Ganz Marke Eigenbau: Auf eine Holzplatte schraubte der ungarische Komponist Ernö Király ein metallenes Gestell. Gummisaiten zog er darüber, brachte noch einige Metallzungen an und Teile eines Eierschneiders. Fertig war das „Tablofon“, mit dem Király in den späten 70er-Jahren seine Klangpaletten erweiterte. 2007 starb Király. Nun tritt der 1969 geborene Ungar Zsolt Sörés mit dem „Tablofon“ in Chemnitz in Erscheinung, zusammen mit seinen Kollegen vom Budapester Positive Noise Trio. Sonderlich eingespielt wirken die drei nicht. Im Mittelpunkt steht die Interpretation des „FLORA-Zyklus“ von Király und das Tablofon, weniger eine runde ungarische Improvisation.
Den künstlerischen Leitern des Sound Exchange Projekts, Carsten Seiffarth und Carsten Stabenow vom Berliner Dock e.V. ging es schon in den voran gegangenen Sound Exchange Days, die zwischen Herbst 2011 bis Oktober 2012 in Krakau, Bratislava, Vilnius, Budapest, Prag, Tallinn und Riga stattfanden, nicht in erster Linie um höchste musikalische Ansprüche. Auf der Erkundung und Abbildung Experimenteller Musikszenen Mittelosteuropas lag der Fokus. Dass es sie gegeben hat, auch vor 1989, das ist die erste Diagnose, die man in Chemnitz stellen kann. Unorthodox gesinnte Allround Künstler wie Ernö Király oder der Lette Hardijs Ledinš förderten Seiffarth und Stabenow zu Tage. Dann entdeckten sie unter anderem in Ungarn, der ehemaligen DDR oder auch in der Slowakei graphische Partituren, die in den Räumen der Neuen Sächsischen Galerie ausgestellt sind.

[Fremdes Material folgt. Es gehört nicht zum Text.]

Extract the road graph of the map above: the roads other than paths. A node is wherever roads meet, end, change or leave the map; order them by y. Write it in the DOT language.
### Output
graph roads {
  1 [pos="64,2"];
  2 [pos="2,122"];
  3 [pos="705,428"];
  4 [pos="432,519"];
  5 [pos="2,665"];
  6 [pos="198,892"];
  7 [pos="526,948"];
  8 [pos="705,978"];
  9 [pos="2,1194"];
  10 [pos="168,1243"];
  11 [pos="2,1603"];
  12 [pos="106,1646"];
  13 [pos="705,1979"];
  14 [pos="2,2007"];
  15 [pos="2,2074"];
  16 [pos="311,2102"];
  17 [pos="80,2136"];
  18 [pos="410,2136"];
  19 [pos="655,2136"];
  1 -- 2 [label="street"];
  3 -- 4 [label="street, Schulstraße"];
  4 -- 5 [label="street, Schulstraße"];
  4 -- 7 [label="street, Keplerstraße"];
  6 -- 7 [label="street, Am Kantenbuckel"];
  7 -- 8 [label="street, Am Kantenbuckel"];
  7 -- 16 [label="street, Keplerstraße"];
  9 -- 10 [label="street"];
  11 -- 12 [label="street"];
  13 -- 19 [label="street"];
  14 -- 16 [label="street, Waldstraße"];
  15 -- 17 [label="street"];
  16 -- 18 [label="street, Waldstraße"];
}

Im Mittelpunkt der Ausstellung „visible music“ stehen Notationen von Milan Adamciak. „La mer“ (1982) nannte der slowakische Künstler seine Partitur aus bloßen Wellenlinien; auf einem anderen Blatt gibt es nur Aufführungsvorschriften wie melancolico, giusto oder furioso, dann wieder sind nur vereinzelte, abstrakte Punkte verteilt über ein Blatt ohne Notenlinien. Wie so etwas klingen kann, das demonstriert in Chemnitz das nach dem 65-jährigen Geburtstag Milan Adamciaks benannte Ensemble Mi-65, für Sound Exchange zusammengesetzt mit Musikern aus der Slowakei, Polen, Ungarn, Litauen und Lettland. Konsistent wirkt der heikle Transfer des Visuellen in ein Klangbild, das geprägt ist von vielfarbigen Einzelereignissen.
Um jeglichen Anflug von Neokolonialismus im Sinne eines „Wir zeigen Euch, wer ihr seid“ zu vermeiden, taten Seiffarth und Stabenow in Absprache mit Angelika Eder, der Initiatorin des Projekts als Leiterin Kulturprogramme am Goethe Institut Prag, gut daran, ihre acht Co-Kuratoren aus den mittelosteuropäischen Ländern vor Ort zu rekrutieren. Kuratiert haben die Ausstellung „visible music“ zum Beispiel der slowakische Musikwissenschaftler Jozef Cseres gemeinsam mit seinem Landsmann Michal Murin. Cseres sieht gar keine so großen Unterschiede zwischen dem Westen und dem Osten.
„Die Ideen lagen in der Luft“, sagt er, und meint unter anderem den Wunsch der Komponisten, autoritäre Hierarchien mithilfe offener Notationen vermeiden zu wollen. Adamciak kannte zwar längst – nicht zuletzt aufgrund des Warschauer Herbsts, der auch vielen anderen vor 1989 den Stand der Westlichen Avantgarde vermittelte – die Partituren Feldmans oder Cages, das eigene grafische Schaffen jedoch, und das vermittelt die Ausstellung sehr anschaulich, blieb davon weitestgehend unberührt. Sound Exchange konnte nur Ausschnitte abbilden. Die in die Breite zielende Abbildung unterschiedlichster Stilistiken eines großen geographischen Gebiets mit sehr diversen Szenen aus – trotz einheitlicher sozialistischer Diktaturen – sehr verschieden ausgeprägten kulturpolitischen Bedingungen, ging auf Kosten des Tiefgangs. Ein inspirierender Anfang aber ist gemacht. Deutlich wurde: Experimentelle Ansätze konnten nicht mit dem Rotstift der Zensur einfach eliminiert werden. Aber sie fanden statt in kleinsten Nischen, die weiter zu entdecken sind.